This is a best-effort SQL feature vector extractor which is tailored to the CourseWebsite (MINC) dataset and BusTracker dataset. This is a part of our work towards our paper https://dl.acm.org/doi/10.1145/3442338
CourseWebsite (MINC) dataset is proprietary and cannot be released. The BusTracker dataset is from an earlier work http://www.cs.cmu.edu/~malin199/data/tiramisu-sample/
The version of the BusTracker dataset we used is available at
Pre-created SQL fragment vectors for the BusTracker dataset are available at BusTracker/InputOutput/MincBitFragmentIntentSessions
This github repo has been initially cloned from https://github.com/UBOdin/EttuBench.

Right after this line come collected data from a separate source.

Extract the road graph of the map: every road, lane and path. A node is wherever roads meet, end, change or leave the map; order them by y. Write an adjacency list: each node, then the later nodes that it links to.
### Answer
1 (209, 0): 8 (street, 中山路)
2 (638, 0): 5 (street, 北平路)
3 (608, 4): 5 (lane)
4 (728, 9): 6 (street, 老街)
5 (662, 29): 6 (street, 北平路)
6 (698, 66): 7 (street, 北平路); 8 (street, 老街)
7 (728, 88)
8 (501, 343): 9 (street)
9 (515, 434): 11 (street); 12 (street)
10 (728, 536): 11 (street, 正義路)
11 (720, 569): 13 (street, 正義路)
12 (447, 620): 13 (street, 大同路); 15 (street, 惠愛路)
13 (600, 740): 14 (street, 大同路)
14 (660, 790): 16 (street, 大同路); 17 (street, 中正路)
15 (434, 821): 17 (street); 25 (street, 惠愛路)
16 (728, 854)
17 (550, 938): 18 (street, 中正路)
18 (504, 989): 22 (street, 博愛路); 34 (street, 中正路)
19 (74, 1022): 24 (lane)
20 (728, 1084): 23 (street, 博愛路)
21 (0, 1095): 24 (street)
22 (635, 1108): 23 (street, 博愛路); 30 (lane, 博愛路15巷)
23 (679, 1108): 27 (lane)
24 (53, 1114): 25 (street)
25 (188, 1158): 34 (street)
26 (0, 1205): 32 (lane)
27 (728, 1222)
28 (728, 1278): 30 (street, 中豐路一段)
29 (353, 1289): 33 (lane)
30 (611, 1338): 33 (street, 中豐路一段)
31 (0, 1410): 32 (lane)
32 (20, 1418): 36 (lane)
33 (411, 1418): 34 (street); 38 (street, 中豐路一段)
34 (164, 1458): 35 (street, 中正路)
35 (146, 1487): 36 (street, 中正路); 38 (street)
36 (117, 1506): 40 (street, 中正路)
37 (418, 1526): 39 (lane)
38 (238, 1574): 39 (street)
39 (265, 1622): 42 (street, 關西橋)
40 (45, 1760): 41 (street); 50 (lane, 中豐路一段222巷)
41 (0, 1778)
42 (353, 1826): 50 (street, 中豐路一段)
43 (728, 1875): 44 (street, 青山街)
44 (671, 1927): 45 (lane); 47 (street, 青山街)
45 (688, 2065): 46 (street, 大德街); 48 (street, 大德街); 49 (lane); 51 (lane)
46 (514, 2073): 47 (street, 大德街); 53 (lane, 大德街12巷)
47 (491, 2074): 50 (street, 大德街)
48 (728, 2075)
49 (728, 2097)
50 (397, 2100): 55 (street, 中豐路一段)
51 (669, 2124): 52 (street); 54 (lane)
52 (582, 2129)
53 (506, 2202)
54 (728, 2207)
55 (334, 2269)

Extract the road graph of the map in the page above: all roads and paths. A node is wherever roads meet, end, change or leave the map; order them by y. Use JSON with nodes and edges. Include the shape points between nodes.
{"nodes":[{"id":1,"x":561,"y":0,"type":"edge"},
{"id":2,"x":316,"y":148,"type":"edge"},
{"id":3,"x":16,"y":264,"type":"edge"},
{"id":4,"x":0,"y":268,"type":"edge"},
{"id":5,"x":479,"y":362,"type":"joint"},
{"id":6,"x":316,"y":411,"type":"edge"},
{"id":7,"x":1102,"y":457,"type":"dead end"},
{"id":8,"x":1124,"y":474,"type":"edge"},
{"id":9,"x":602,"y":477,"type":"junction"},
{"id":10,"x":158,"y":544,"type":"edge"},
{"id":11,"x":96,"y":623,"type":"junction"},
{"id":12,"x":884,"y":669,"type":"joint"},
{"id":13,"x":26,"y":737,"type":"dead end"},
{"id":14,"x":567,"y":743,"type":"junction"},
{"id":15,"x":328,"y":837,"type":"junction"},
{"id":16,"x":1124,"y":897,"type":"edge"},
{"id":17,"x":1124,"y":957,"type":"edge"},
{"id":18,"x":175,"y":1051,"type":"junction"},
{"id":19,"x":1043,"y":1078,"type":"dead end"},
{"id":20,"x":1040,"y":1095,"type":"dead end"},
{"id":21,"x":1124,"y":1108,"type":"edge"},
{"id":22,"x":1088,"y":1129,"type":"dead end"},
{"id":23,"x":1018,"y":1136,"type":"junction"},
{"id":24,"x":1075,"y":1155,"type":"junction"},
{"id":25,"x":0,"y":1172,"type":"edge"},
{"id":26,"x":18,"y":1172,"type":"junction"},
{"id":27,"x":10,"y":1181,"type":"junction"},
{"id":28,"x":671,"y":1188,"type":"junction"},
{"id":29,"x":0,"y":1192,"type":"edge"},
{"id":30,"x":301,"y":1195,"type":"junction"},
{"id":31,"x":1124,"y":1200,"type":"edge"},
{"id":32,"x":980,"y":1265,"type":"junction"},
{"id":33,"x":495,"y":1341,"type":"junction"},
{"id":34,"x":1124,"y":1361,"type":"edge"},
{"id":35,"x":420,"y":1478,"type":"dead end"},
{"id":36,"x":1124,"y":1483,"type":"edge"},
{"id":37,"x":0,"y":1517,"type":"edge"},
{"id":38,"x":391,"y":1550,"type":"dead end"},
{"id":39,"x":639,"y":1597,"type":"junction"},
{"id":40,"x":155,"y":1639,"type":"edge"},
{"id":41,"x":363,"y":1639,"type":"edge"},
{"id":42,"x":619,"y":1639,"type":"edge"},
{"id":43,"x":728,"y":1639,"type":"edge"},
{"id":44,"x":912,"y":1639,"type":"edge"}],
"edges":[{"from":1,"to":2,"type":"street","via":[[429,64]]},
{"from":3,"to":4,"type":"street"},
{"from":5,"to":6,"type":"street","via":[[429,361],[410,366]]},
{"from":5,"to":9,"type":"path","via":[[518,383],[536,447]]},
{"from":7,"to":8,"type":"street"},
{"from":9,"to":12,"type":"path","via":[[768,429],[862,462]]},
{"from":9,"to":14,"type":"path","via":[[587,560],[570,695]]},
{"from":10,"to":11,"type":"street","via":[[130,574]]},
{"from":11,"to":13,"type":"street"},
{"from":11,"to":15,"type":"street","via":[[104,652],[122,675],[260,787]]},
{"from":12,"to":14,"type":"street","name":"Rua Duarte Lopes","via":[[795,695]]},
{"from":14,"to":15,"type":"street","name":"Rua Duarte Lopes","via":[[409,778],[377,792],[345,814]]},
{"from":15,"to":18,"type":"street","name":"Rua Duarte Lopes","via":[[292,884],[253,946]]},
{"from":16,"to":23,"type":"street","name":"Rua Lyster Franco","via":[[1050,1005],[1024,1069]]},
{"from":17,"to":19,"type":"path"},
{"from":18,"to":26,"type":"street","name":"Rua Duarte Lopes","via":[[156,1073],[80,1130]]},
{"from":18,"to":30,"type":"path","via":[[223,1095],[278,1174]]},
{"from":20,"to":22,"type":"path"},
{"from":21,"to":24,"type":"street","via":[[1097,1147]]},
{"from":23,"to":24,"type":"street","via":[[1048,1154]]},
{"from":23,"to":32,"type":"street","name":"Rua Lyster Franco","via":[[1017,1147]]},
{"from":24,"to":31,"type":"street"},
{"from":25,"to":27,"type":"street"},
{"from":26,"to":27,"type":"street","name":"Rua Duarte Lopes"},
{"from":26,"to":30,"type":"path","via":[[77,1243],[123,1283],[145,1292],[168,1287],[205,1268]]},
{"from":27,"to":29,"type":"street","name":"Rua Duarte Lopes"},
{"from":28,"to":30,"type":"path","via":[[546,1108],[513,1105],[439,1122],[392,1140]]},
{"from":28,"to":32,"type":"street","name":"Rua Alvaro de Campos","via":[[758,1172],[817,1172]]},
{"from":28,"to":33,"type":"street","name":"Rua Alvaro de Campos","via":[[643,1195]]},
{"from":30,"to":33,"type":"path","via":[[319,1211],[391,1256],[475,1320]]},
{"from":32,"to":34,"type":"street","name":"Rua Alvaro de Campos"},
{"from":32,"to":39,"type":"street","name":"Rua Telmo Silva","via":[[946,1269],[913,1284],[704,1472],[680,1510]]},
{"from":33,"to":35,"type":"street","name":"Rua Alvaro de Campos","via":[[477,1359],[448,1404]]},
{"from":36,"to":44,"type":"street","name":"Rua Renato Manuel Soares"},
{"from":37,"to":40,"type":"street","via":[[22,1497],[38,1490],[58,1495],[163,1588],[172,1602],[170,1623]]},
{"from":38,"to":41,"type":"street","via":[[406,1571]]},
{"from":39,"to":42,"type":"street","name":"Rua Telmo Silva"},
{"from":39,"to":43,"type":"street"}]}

On the top of their JSQLParser implementation, we have built our SQL fragment embedding vector creator
Our code for SQL fragment extraction includes:
- SQLFeatureExtraction/src/main/java/MINCFragmentIntent.java
- SQLFeatureExtraction/src/main/java/IntentCreator.java
- SQLFeatureExtraction/src/main/java/SQLParser.java
- SQLFeatureExtraction/src/main/java/SchemaParser.java
The remaining code from https://github.com/UBOdin/EttuBench serves as utility code for our SQL Fragment extraction.